### Exercise requirements:
Below are entries; work out how many of their lines include the string "nodes", and reply with the number only.

Segment Start: Data extracts

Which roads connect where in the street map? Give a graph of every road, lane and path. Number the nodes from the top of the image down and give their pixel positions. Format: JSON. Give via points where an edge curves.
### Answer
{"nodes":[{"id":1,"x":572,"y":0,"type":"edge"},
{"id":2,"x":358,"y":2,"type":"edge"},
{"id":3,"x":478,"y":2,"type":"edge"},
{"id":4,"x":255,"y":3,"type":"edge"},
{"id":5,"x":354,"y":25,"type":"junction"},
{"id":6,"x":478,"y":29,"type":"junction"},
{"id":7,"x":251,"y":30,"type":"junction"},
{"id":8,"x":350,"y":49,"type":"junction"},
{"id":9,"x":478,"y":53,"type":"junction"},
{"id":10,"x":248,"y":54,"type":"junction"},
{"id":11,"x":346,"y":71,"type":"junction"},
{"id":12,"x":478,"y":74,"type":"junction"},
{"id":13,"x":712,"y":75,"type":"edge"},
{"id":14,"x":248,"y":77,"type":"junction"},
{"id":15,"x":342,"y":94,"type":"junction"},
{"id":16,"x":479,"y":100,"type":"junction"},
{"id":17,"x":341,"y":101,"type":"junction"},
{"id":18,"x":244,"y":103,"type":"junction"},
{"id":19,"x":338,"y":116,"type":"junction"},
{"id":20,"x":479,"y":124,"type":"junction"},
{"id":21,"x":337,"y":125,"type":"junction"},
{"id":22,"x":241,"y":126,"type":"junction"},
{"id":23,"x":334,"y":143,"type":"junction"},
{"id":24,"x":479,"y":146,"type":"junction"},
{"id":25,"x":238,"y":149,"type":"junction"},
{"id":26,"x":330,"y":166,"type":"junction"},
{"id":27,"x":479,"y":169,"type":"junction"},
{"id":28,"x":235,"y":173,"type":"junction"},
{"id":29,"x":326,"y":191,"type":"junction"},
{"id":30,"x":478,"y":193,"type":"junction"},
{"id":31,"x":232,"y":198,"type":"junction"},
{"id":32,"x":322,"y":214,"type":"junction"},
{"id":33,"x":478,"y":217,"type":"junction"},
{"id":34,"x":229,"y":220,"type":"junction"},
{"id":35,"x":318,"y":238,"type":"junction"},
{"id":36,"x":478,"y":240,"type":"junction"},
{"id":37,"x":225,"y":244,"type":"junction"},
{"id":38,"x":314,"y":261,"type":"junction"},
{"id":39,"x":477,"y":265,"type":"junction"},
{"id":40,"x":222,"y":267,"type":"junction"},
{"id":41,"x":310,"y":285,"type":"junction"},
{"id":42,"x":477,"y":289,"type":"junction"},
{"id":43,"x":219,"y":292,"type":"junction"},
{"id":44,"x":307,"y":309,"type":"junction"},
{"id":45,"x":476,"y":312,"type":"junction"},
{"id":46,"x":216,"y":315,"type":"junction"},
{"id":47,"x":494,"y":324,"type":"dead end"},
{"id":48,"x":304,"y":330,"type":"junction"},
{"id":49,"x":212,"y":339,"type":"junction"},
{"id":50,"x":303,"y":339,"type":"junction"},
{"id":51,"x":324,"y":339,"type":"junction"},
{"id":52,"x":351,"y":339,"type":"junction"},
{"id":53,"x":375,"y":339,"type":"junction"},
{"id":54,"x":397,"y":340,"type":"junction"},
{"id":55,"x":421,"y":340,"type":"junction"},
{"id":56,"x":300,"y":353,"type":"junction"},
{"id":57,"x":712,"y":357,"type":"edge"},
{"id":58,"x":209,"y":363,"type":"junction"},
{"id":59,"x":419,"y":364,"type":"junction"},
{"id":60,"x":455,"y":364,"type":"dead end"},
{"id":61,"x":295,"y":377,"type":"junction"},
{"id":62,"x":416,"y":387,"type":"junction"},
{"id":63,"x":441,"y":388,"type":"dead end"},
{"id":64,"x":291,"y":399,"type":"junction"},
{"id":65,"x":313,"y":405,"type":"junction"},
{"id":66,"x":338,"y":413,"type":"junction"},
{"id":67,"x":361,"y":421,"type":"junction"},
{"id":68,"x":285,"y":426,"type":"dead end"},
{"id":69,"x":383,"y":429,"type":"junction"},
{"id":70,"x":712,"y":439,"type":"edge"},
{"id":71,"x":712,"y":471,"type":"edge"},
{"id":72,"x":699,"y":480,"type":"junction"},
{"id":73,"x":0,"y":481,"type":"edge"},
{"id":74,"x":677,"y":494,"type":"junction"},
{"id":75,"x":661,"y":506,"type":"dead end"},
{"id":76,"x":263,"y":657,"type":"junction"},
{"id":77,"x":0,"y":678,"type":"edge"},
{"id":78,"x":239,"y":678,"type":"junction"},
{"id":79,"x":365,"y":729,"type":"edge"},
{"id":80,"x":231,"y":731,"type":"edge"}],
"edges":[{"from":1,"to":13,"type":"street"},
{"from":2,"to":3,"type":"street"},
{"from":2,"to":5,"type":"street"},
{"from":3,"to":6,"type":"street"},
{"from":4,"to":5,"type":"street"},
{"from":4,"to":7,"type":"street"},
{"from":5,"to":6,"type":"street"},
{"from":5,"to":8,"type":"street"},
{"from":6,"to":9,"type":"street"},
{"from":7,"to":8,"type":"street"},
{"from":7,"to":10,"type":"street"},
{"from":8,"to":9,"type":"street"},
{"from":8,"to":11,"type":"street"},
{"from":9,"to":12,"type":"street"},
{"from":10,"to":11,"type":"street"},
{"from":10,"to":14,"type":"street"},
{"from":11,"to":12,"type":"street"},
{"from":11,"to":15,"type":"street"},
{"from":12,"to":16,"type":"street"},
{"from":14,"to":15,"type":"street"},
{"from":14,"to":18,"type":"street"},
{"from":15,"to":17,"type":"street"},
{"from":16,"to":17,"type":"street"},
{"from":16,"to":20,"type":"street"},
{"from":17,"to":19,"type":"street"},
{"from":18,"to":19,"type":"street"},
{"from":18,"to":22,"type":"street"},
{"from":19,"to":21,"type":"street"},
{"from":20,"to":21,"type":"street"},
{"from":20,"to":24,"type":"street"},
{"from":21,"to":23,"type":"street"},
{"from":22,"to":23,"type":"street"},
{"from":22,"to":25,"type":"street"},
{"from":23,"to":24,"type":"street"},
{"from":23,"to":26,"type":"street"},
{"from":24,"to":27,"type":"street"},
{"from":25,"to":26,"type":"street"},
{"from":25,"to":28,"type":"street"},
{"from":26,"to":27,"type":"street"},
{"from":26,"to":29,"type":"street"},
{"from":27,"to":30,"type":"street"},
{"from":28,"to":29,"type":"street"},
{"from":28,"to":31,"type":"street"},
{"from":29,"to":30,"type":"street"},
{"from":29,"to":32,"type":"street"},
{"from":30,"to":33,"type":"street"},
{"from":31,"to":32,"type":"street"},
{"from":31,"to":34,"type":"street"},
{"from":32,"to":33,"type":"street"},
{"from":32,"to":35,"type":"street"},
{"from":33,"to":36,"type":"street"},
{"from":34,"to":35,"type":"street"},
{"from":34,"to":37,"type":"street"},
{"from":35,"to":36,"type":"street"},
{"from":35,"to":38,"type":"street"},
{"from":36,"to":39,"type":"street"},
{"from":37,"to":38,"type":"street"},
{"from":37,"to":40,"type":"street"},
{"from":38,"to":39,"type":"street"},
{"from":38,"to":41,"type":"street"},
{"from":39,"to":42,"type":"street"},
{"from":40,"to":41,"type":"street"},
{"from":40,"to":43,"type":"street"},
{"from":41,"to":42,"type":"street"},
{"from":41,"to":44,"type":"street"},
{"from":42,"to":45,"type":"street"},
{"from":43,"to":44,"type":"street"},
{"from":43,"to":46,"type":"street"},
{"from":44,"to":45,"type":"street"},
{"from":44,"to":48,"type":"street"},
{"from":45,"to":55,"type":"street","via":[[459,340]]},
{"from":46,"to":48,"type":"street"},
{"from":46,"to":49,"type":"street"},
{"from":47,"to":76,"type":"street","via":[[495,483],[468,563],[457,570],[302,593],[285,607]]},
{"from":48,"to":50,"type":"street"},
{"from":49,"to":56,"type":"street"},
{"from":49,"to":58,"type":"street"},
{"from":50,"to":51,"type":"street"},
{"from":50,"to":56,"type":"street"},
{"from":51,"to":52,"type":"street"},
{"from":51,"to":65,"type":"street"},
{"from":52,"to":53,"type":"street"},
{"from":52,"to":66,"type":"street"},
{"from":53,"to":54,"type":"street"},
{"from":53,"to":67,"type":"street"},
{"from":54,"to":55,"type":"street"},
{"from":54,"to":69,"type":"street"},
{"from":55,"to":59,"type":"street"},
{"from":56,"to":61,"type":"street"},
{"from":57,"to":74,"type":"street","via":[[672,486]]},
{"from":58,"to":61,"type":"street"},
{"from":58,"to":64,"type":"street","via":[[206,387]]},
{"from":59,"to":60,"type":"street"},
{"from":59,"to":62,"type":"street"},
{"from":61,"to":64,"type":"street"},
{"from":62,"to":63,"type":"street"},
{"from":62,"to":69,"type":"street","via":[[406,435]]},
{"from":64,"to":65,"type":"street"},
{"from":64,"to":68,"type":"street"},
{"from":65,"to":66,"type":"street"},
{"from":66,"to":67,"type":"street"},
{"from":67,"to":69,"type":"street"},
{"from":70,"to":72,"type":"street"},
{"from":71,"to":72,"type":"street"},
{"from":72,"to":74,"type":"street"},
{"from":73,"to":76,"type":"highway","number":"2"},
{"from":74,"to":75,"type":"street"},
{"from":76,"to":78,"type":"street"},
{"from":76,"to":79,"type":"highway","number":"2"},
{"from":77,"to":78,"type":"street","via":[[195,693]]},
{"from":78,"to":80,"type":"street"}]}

Segment End: Data extracts

### Task output:
2